As a consequence of GAA dysfunction, glycogen builds up to toxic levels inside cells, with muscle cells — which normally store glycogen as an energy source — most heavily affected.

MZE001 is designed to function as a substrate reduction therapy, decreasing levels of glycogen inside muscle cells by blocking the activity of glycogen synthase (GYS1), the enzyme chiefly responsible for producing glycogen in muscle cells.

The therapy, which this year was granted orphan drug designation by the U.S. Food and Drug Administration (FDA), had shown promising GYS1-inhibiting effects in preclinical studies.

“We’ve designed MZE001 to inhibit GYS1 and reduce skeletal and respiratory muscle glycogen synthesis and its subsequent accumulation in patients with Pompe disease,” Bernstein said, adding, “Accumulation in these important muscle groups has proven particularly resistant to treatment with intravenous enzyme replacement therapy, the current standard of care.”

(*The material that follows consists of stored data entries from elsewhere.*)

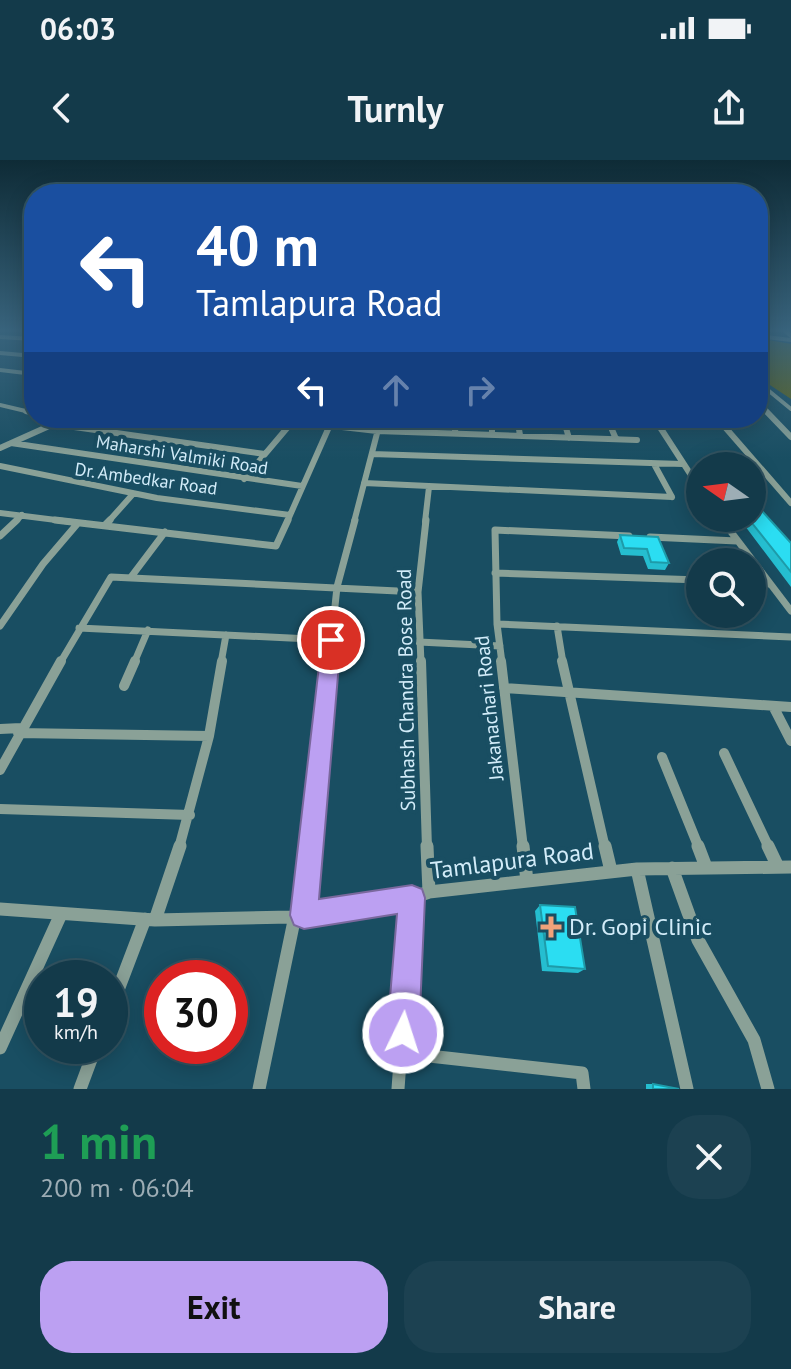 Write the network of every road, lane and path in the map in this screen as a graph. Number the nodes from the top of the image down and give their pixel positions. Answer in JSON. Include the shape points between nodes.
{"nodes":[{"id":1,"x":768,"y":390,"type":"edge"},
{"id":2,"x":0,"y":405,"type":"edge"},
{"id":3,"x":791,"y":409,"type":"edge"},
{"id":4,"x":24,"y":411,"type":"edge"},
{"id":5,"x":768,"y":413,"type":"edge"},
{"id":6,"x":40,"y":428,"type":"edge"},
{"id":7,"x":99,"y":428,"type":"edge"},
{"id":8,"x":287,"y":428,"type":"edge"},
{"id":9,"x":329,"y":428,"type":"edge"},
{"id":10,"x":341,"y":428,"type":"edge"},
{"id":11,"x":378,"y":428,"type":"edge"},
{"id":12,"x":416,"y":428,"type":"edge"},
{"id":13,"x":455,"y":428,"type":"edge"},
{"id":14,"x":492,"y":428,"type":"edge"},
{"id":15,"x":519,"y":428,"type":"edge"},
{"id":16,"x":566,"y":428,"type":"edge"},
{"id":17,"x":611,"y":428,"type":"edge"},
{"id":18,"x":660,"y":428,"type":"edge"},
{"id":19,"x":726,"y":428,"type":"edge"},
{"id":20,"x":377,"y":431,"type":"junction"},
{"id":21,"x":416,"y":431,"type":"junction"},
{"id":22,"x":455,"y":432,"type":"junction"},
{"id":23,"x":492,"y":433,"type":"junction"},
{"id":24,"x":520,"y":435,"type":"junction"},
{"id":25,"x":791,"y":437,"type":"edge"},
{"id":26,"x":569,"y":438,"type":"junction"},
{"id":27,"x":616,"y":439,"type":"junction"},
{"id":28,"x":637,"y":440,"type":"dead end"},
{"id":29,"x":11,"y":443,"type":"junction"},
{"id":30,"x":0,"y":448,"type":"edge"},
{"id":31,"x":265,"y":454,"type":"junction"},
{"id":32,"x":372,"y":454,"type":"junction"},
{"id":33,"x":654,"y":464,"type":"junction"},
{"id":34,"x":682,"y":464,"type":"junction"},
{"id":35,"x":0,"y":466,"type":"edge"},
{"id":36,"x":686,"y":470,"type":"edge"},
{"id":37,"x":244,"y":479,"type":"junction"},
{"id":38,"x":364,"y":483,"type":"junction"},
{"id":39,"x":302,"y":486,"type":"junction"},
{"id":40,"x":429,"y":487,"type":"junction"},
{"id":41,"x":133,"y":494,"type":"junction"},
{"id":42,"x":791,"y":503,"type":"edge"},
{"id":43,"x":0,"y":513,"type":"edge"},
{"id":44,"x":22,"y":515,"type":"junction"},
{"id":45,"x":290,"y":515,"type":"junction"},
{"id":46,"x":78,"y":523,"type":"junction"},
{"id":47,"x":105,"y":525,"type":"junction"},
{"id":48,"x":165,"y":532,"type":"junction"},
{"id":49,"x":731,"y":532,"type":"edge"},
{"id":50,"x":0,"y":536,"type":"edge"},
{"id":51,"x":632,"y":536,"type":"edge"},
{"id":52,"x":647,"y":537,"type":"edge"},
{"id":53,"x":737,"y":541,"type":"junction"},
{"id":54,"x":495,"y":573,"type":"junction"},
{"id":55,"x":131,"y":577,"type":"junction"},
{"id":56,"x":686,"y":580,"type":"edge"},
{"id":57,"x":768,"y":584,"type":"joint"},
{"id":58,"x":337,"y":587,"type":"junction"},
{"id":59,"x":418,"y":592,"type":"junction"},
{"id":60,"x":791,"y":611,"type":"edge"},
{"id":61,"x":497,"y":624,"type":"junction"},
{"id":62,"x":0,"y":626,"type":"edge"},
{"id":63,"x":557,"y":626,"type":"junction"},
{"id":64,"x":79,"y":628,"type":"junction"},
{"id":65,"x":148,"y":630,"type":"junction"},
{"id":66,"x":226,"y":635,"type":"junction"},
{"id":67,"x":791,"y":637,"type":"edge"},
{"id":68,"x":331,"y":640,"type":"junction"},
{"id":69,"x":419,"y":642,"type":"junction"},
{"id":70,"x":500,"y":646,"type":"junction"},
{"id":71,"x":124,"y":686,"type":"dead end"},
{"id":72,"x":504,"y":688,"type":"junction"},
{"id":73,"x":567,"y":691,"type":"junction"},
{"id":74,"x":773,"y":706,"type":"junction"},
{"id":75,"x":791,"y":707,"type":"edge"},
{"id":76,"x":0,"y":729,"type":"edge"},
{"id":77,"x":19,"y":730,"type":"junction"},
{"id":78,"x":209,"y":736,"type":"junction"},
{"id":79,"x":791,"y":741,"type":"edge"},
{"id":80,"x":724,"y":753,"type":"dead end"},
{"id":81,"x":662,"y":757,"type":"dead end"},
{"id":82,"x":0,"y":770,"type":"edge"},
{"id":83,"x":0,"y":809,"type":"edge"},
{"id":84,"x":190,"y":815,"type":"junction"},
{"id":85,"x":706,"y":867,"type":"junction"},
{"id":86,"x":785,"y":867,"type":"edge"},
{"id":87,"x":672,"y":868,"type":"junction"},
{"id":88,"x":637,"y":869,"type":"junction"},
{"id":89,"x":611,"y":871,"type":"junction"},
{"id":90,"x":527,"y":881,"type":"junction"},
{"id":91,"x":429,"y":892,"type":"junction"},
{"id":92,"x":412,"y":898,"type":"junction"},
{"id":93,"x":0,"y":909,"type":"edge"},
{"id":94,"x":61,"y":914,"type":"junction"},
{"id":95,"x":299,"y":916,"type":"junction"},
{"id":96,"x":150,"y":919,"type":"junction"},
{"id":97,"x":128,"y":970,"type":"edge"},
{"id":98,"x":0,"y":1048,"type":"edge"},
{"id":99,"x":402,"y":1053,"type":"junction"},
{"id":100,"x":89,"y":1064,"type":"edge"},
{"id":101,"x":80,"y":1089,"type":"edge"},
{"id":102,"x":259,"y":1089,"type":"edge"},
{"id":103,"x":398,"y":1089,"type":"edge"},
{"id":104,"x":584,"y":1089,"type":"edge"},
{"id":105,"x":687,"y":1089,"type":"edge"},
{"id":106,"x":768,"y":1089,"type":"edge"}],
"edges":[{"from":1,"to":3,"type":"street"},
{"from":2,"to":4,"type":"street"},
{"from":5,"to":25,"type":"street"},
{"from":6,"to":29,"type":"street"},
{"from":7,"to":31,"type":"street"},
{"from":8,"to":31,"type":"street"},
{"from":9,"to":39,"type":"street"},
{"from":10,"to":20,"type":"street"},
{"from":11,"to":20,"type":"street"},
{"from":12,"to":21,"type":"street"},
{"from":13,"to":22,"type":"street"},
{"from":14,"to":23,"type":"street"},
{"from":15,"to":24,"type":"street"},
{"from":16,"to":26,"type":"street"},
{"from":17,"to":27,"type":"street"},
{"from":18,"to":34,"type":"street"},
{"from":19,"to":42,"type":"street"},
{"from":20,"to":21,"type":"street"},
{"from":20,"to":32,"type":"street"},
{"from":21,"to":22,"type":"street"},
{"from":22,"to":23,"type":"street"},
{"from":23,"to":24,"type":"street"},
{"from":24,"to":26,"type":"street"},
{"from":26,"to":27,"type":"street"},
{"from":27,"to":28,"type":"street"},
{"from":29,"to":30,"type":"street"},
{"from":29,"to":37,"type":"street","name":"Maharshi Valmiki Road"},
{"from":31,"to":37,"type":"street"},
{"from":32,"to":33,"type":"street"},
{"from":32,"to":38,"type":"street"},
{"from":33,"to":34,"type":"street"},
{"from":33,"to":40,"type":"street","via":[[672,497]]},
{"from":34,"to":36,"type":"street"},
{"from":35,"to":41,"type":"street","name":"Dr. Ambedkar Road"},
{"from":37,"to":39,"type":"street","name":"Maharshi Valmiki Road"},
{"from":38,"to":40,"type":"street"},
{"from":38,"to":58,"type":"street"},
{"from":39,"to":45,"type":"street"},
{"from":40,"to":59,"type":"street","name":"Subhash Chandra Bose Road"},
{"from":41,"to":45,"type":"street","name":"Dr. Ambedkar Road"},
{"from":41,"to":47,"type":"street"},
{"from":43,"to":44,"type":"street"},
{"from":44,"to":46,"type":"street"},
{"from":44,"to":50,"type":"street"},
{"from":45,"to":48,"type":"street","via":[[276,546]]},
{"from":46,"to":47,"type":"street"},
{"from":46,"to":62,"type":"street"},
{"from":47,"to":48,"type":"street"},
{"from":48,"to":55,"type":"street"},
{"from":49,"to":53,"type":"street"},
{"from":51,"to":54,"type":"street","name":"Jakanachari Road","via":[[495,530]]},
{"from":52,"to":53,"type":"street"},
{"from":53,"to":57,"type":"street"},
{"from":54,"to":56,"type":"street"},
{"from":54,"to":61,"type":"street","name":"Jakanachari Road"},
{"from":55,"to":58,"type":"street"},
{"from":55,"to":64,"type":"street","via":[[111,577]]},
{"from":57,"to":60,"type":"street"},
{"from":58,"to":59,"type":"street"},
{"from":58,"to":68,"type":"street"},
{"from":59,"to":69,"type":"street","name":"Subhash Chandra Bose Road"},
{"from":61,"to":63,"type":"street"},
{"from":61,"to":70,"type":"street","name":"Jakanachari Road"},
{"from":63,"to":67,"type":"street"},
{"from":63,"to":73,"type":"street"},
{"from":64,"to":65,"type":"street"},
{"from":64,"to":77,"type":"street"},
{"from":65,"to":66,"type":"street"},
{"from":65,"to":71,"type":"street"},
{"from":66,"to":68,"type":"street"},
{"from":66,"to":78,"type":"street"},
{"from":68,"to":95,"type":"street"},
{"from":69,"to":70,"type":"street"},
{"from":69,"to":91,"type":"street","name":"Subhash Chandra Bose Road"},
{"from":70,"to":72,"type":"street","name":"Jakanachari Road"},
{"from":72,"to":73,"type":"street"},
{"from":72,"to":90,"type":"street","name":"Jakanachari Road"},
{"from":73,"to":74,"type":"street"},
{"from":73,"to":89,"type":"street"},
{"from":74,"to":75,"type":"street"},
{"from":74,"to":79,"type":"street"},
{"from":76,"to":77,"type":"street"},
{"from":77,"to":78,"type":"street"},
{"from":77,"to":82,"type":"street"},
{"from":78,"to":84,"type":"street"},
{"from":80,"to":86,"type":"street"},
{"from":81,"to":85,"type":"street"},
{"from":83,"to":84,"type":"street"},
{"from":84,"to":96,"type":"street"},
{"from":85,"to":86,"type":"street","name":"Tamlapura Road"},
{"from":85,"to":87,"type":"street","name":"Tamlapura Road"},
{"from":87,"to":88,"type":"street","name":"Tamlapura Road"},
{"from":87,"to":106,"type":"street","via":[[698,940],[754,1040]]},
{"from":88,"to":89,"type":"street","name":"Tamlapura Road"},
{"from":88,"to":105,"type":"street"},
{"from":89,"to":90,"type":"street","name":"Tamlapura Road"},
{"from":90,"to":91,"type":"street","name":"Tamlapura Road"},
{"from":91,"to":92,"type":"street","name":"Tamlapura Road"},
{"from":92,"to":95,"type":"street","name":"Tamlapura Road"},
{"from":92,"to":99,"type":"street"},
{"from":93,"to":94,"type":"street","name":"Tamlapura Road"},
{"from":94,"to":96,"type":"street","name":"Tamlapura Road"},
{"from":94,"to":98,"type":"street"},
{"from":95,"to":96,"type":"street","name":"Tamlapura Road"},
{"from":95,"to":102,"type":"street"},
{"from":96,"to":97,"type":"street"},
{"from":99,"to":103,"type":"street"},
{"from":99,"to":104,"type":"street","via":[[582,1073]]},
{"from":100,"to":101,"type":"street"}]}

The Phase 1 trial (NCT05249621) enrolled 112 healthy adults, who were administered single or multiple doses of MZE001, or a placebo, and assessed for safety and pharmacological outcomes.

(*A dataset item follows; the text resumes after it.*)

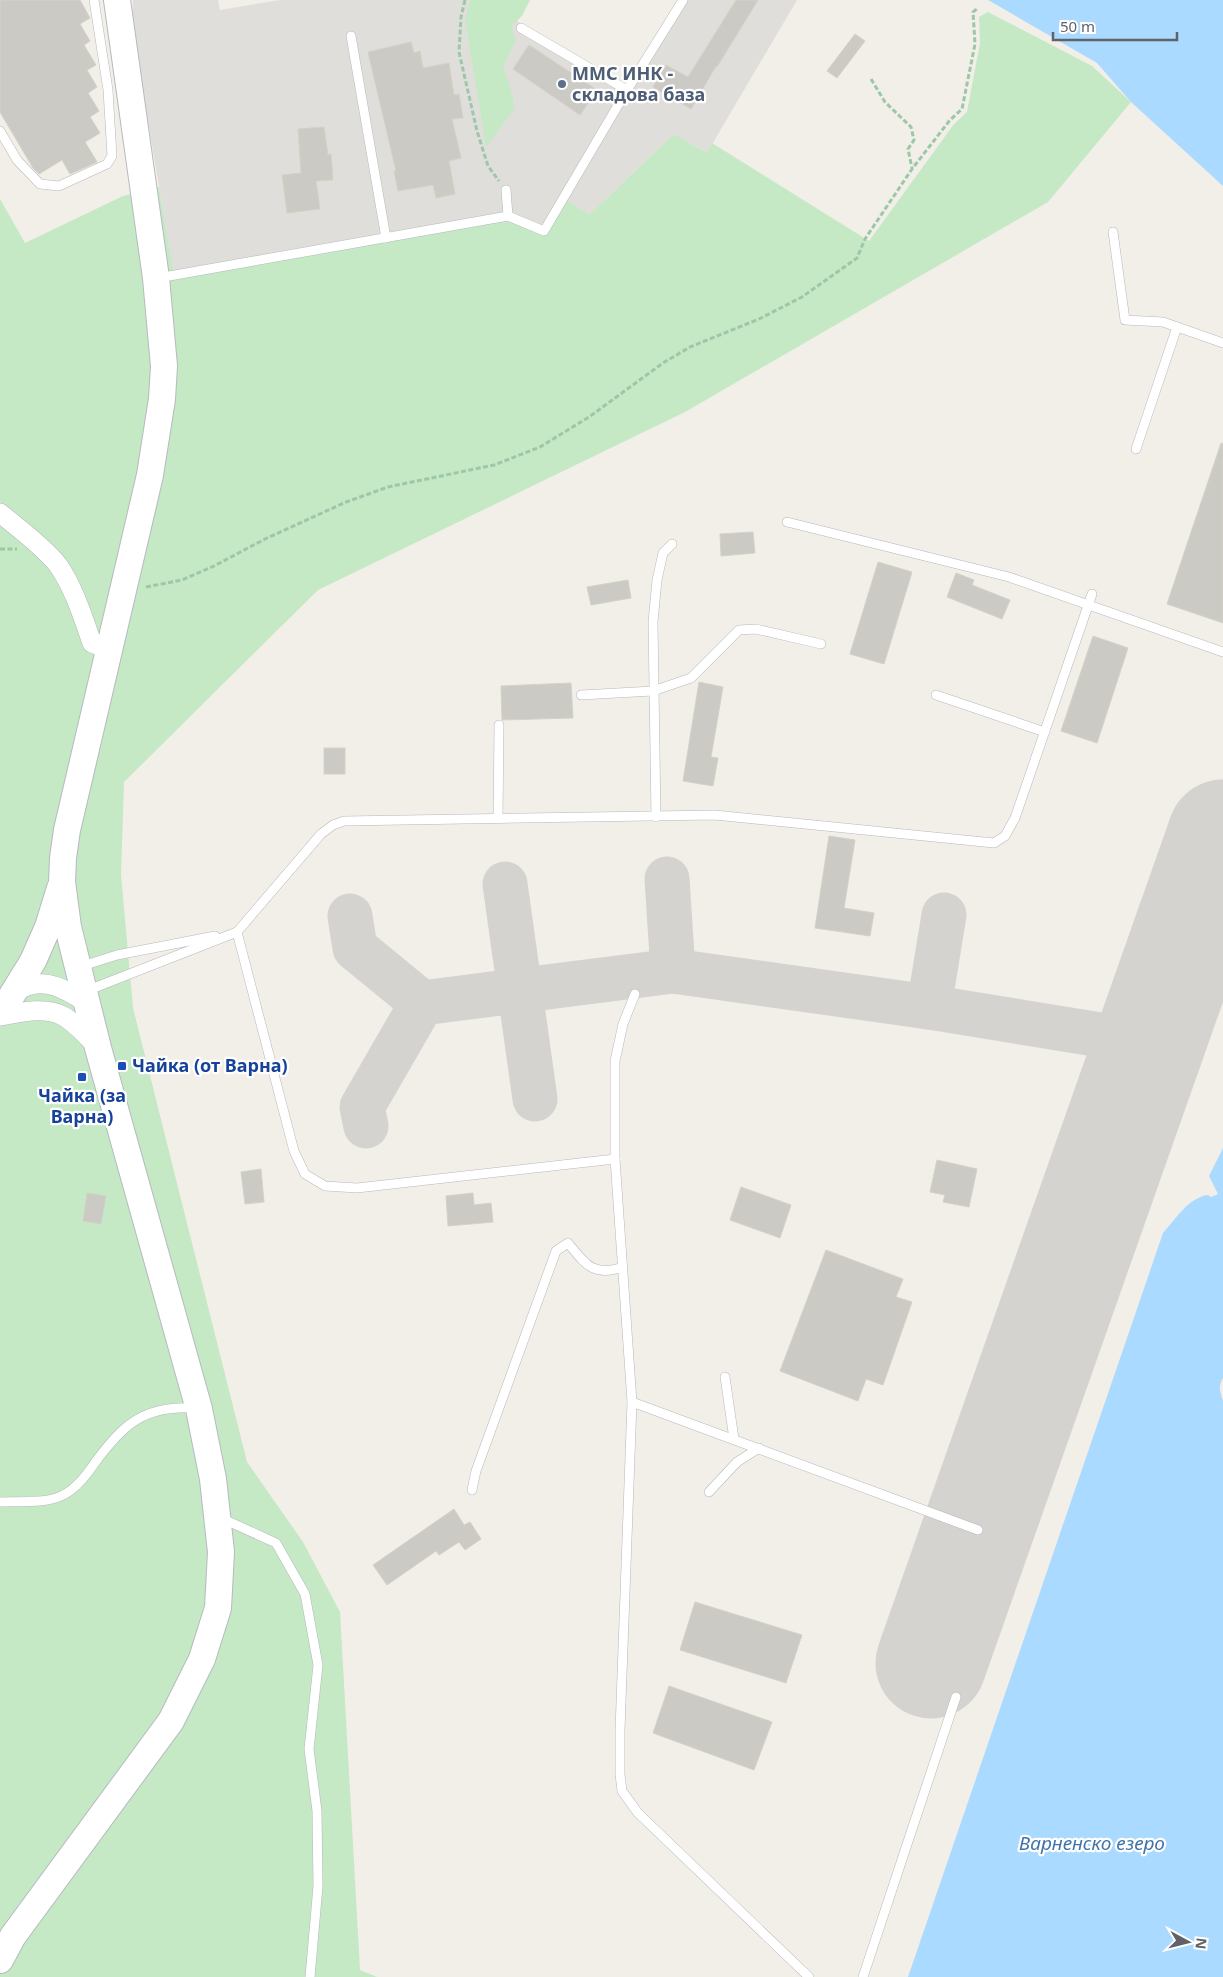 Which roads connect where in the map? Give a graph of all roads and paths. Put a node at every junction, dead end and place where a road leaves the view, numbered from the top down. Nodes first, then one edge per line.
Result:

Safety results showed that the therapy was generally well-tolerated, and pharmacological data support twice-daily dosing, according to Maze.

The company did not provide further details on these endpoints, noting that full results will be presented at the annual WORLD Symposium meeting in February 2023.

“These topline results give us confidence that GYS1 may be safely inhibited, supporting MZE001’s advancement as the potential first oral therapy, alone or in combination with enzyme replacement, to treat Pompe disease and possibly other glycogen storage disorders,” Bernstein said.